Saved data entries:
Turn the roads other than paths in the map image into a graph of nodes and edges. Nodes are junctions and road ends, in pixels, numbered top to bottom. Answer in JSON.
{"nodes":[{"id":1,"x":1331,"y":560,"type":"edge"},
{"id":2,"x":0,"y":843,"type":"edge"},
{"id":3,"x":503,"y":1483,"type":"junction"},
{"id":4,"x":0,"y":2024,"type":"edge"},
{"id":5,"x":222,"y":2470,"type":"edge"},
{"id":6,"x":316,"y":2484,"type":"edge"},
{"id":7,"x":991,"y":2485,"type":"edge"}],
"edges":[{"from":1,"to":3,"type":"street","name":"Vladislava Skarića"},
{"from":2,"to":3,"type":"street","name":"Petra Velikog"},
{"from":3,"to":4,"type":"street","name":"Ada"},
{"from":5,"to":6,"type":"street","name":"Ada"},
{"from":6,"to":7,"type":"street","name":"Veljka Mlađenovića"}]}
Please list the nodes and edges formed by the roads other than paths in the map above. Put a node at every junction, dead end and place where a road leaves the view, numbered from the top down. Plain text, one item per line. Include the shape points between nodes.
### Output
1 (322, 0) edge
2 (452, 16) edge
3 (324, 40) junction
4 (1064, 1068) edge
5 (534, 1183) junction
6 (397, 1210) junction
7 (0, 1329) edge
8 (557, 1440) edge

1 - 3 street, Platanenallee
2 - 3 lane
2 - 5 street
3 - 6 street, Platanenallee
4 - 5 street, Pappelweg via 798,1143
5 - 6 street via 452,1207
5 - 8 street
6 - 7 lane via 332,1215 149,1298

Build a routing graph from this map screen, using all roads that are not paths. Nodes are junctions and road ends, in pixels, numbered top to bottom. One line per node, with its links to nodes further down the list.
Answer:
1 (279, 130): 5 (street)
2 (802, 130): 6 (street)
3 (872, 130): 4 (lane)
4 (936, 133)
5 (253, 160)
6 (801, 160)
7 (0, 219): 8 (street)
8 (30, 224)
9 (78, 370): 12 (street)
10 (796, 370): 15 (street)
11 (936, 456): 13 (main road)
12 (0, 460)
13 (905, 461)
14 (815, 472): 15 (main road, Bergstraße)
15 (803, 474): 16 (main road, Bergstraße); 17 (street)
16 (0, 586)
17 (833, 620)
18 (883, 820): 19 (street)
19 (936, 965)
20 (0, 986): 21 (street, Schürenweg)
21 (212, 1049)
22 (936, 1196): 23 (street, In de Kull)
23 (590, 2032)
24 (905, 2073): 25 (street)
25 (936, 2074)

▶ Description of the task: Every line of the data above should be copied exactly.

▶ Your solution:
Turn the roads other than paths in the map image into a graph of nodes and edges. Nodes are junctions and road ends, in pixels, numbered top to bottom. Answer in JSON.
{"nodes":[{"id":1,"x":1331,"y":560,"type":"edge"},
{"id":2,"x":0,"y":843,"type":"edge"},
{"id":3,"x":503,"y":1483,"type":"junction"},
{"id":4,"x":0,"y":2024,"type":"edge"},
{"id":5,"x":222,"y":2470,"type":"edge"},
{"id":6,"x":316,"y":2484,"type":"edge"},
{"id":7,"x":991,"y":2485,"type":"edge"}],
"edges":[{"from":1,"to":3,"type":"street","name":"Vladislava Skarića"},
{"from":2,"to":3,"type":"street","name":"Petra Velikog"},
{"from":3,"to":4,"type":"street","name":"Ada"},
{"from":5,"to":6,"type":"street","name":"Ada"},
{"from":6,"to":7,"type":"street","name":"Veljka Mlađenovića"}]}
Please list the nodes and edges formed by the roads other than paths in the map above. Put a node at every junction, dead end and place where a road leaves the view, numbered from the top down. Plain text, one item per line. Include the shape points between nodes.
### Output
1 (322, 0) edge
2 (452, 16) edge
3 (324, 40) junction
4 (1064, 1068) edge
5 (534, 1183) junction
6 (397, 1210) junction
7 (0, 1329) edge
8 (557, 1440) edge

1 - 3 street, Platanenallee
2 - 3 lane
2 - 5 street
3 - 6 street, Platanenallee
4 - 5 street, Pappelweg via 798,1143
5 - 6 street via 452,1207
5 - 8 street
6 - 7 lane via 332,1215 149,1298

Build a routing graph from this map screen, using all roads that are not paths. Nodes are junctions and road ends, in pixels, numbered top to bottom. One line per node, with its links to nodes further down the list.
Answer:
1 (279, 130): 5 (street)
2 (802, 130): 6 (street)
3 (872, 130): 4 (lane)
4 (936, 133)
5 (253, 160)
6 (801, 160)
7 (0, 219): 8 (street)
8 (30, 224)
9 (78, 370): 12 (street)
10 (796, 370): 15 (street)
11 (936, 456): 13 (main road)
12 (0, 460)
13 (905, 461)
14 (815, 472): 15 (main road, Bergstraße)
15 (803, 474): 16 (main road, Bergstraße); 17 (street)
16 (0, 586)
17 (833, 620)
18 (883, 820): 19 (street)
19 (936, 965)
20 (0, 986): 21 (street, Schürenweg)
21 (212, 1049)
22 (936, 1196): 23 (street, In de Kull)
23 (590, 2032)
24 (905, 2073): 25 (street)
25 (936, 2074)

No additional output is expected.